Here, the state was aware that the girlfriend has recanted her previous statements. Even so, the limitations to OEC 607 alluded to in Warren are not applicable if her statements to the police are otherwise admissible as excited utterances under OEC 803(2). In that instance, the state would not be calling her solely for the purpose of impeaching her trial testimony with otherwise inadmissible hearsay evidence. Under OEC 104, the trial court was authorized to hold an evidentiary hearing to determine whether the girlfriend’s statements to the officers were admissible as excited utterances. That hearing was never held, so the trial court’s implicit ruling that the girlfriend’s statements were inadmissible is not reviewable.
Ordinarily, the failure to make a record defeats an appeal unless the appellant was refused the right to make the record. Here, the state told the trial court,
“There are excited utterances by the character and nature of the descriptions of the victim by the police officers. Certainly she can testify as to those and would be asked about those excited utterances, and the — if necessary, we would— I believe she would be more than forthright about what her condition was at that time, but if necessary the state would be willing to make an offer of proof out of court by the officers for them to talk about their observations of her condition, and that would be established that this was an excited state she was in when she made these statements. * * *”
Nonetheless, the trial court ruled without permitting the state to make its offer of proof. That was error.
*35The order dismissing the charge under ORS 135.755 is reversed. On remand, the trial court is to permit the state to make its offer of proof and then rule on defendant’s objection. Even if there are no excited utterances, the state may be able to elicit testimony from the girlfriend that would not be impeachment evidence. See State v. Arnold, 133 Or App 647, 893 P2d 1050 (1995). In sum, nothing in defendant’s present objection would properly limit the state’s ability to offer those portions of the girlfriend’s testimony that are outside the boundaries of OEC 607 and its limitations.
Reversed and remanded.
ORS 166.065(1) provides, in part:
“A person commits the crime of harassment if the person intentionally:
“(a) Harasses or annoys another person by:
“(A) Subjecting such other person to offensive physical contact[.]”
At common law, there was no authority for a trial court to dismiss a charging instrument before trial over the objection of a public prosecutor.

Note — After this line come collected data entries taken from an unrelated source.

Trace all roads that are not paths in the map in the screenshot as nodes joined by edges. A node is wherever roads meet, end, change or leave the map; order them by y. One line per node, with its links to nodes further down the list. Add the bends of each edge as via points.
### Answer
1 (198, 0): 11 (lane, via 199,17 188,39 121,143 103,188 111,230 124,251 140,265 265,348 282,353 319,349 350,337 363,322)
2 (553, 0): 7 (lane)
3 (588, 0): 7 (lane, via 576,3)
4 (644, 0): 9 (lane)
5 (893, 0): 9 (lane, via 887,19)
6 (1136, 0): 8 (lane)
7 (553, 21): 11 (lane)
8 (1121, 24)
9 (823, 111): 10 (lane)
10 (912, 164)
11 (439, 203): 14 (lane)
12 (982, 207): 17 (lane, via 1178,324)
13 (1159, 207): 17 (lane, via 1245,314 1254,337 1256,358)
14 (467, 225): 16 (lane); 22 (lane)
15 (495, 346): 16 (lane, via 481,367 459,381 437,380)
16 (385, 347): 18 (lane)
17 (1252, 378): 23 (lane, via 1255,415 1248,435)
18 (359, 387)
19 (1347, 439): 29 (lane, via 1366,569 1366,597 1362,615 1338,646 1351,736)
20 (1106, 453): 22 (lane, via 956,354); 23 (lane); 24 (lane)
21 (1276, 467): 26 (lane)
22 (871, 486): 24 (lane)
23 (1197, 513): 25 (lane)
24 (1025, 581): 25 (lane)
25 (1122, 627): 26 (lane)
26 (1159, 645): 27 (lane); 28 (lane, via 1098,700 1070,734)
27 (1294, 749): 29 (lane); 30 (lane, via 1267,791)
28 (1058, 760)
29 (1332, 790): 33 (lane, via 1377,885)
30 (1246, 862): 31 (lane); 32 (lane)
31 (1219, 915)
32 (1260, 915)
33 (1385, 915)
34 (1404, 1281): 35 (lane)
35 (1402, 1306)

Charles E. Torcia, ed., 3 Wharton’s Criminal Procedure § 445, 926-33 (13th ed 1991). As one treatise explains:
“In most jurisdictions, however, the decision to dismiss a pending prosecution can no longer be made by the prosecutor alone; the nolle prosequi as known to the common law has been abolished. The manner in which and the limitations under which the dismissal power may be exercised varyf.T Id. at 928-29 (footnote omitted).
Appellate courts in other jurisdictions have struggled with the difficulties of reviewing sua sponte dismissals under similar statutes. See, e.g., State v. Sauve, 164 Vt 134, 666 A2d 1164 (1995); State v. Brumage, 435 NW2d 337 (Iowa 1989); State v. Starrish, 86 Wash 2d 200, 544 P2d 1 (1975).
ORS 135.755 requires the trial court to state the reasons for dismissal in the order, and we have held that the trial court must articulate substantial reasons for the dismissal. See, e.g., State v. Sanchez, 136 Or App 329, 334, 901 P2d 978, rev den 322 Or 362 (1995); State v. Adams, 86 Or App 139, 144, 738 P2d 988, rev den 304 Or 405(1987).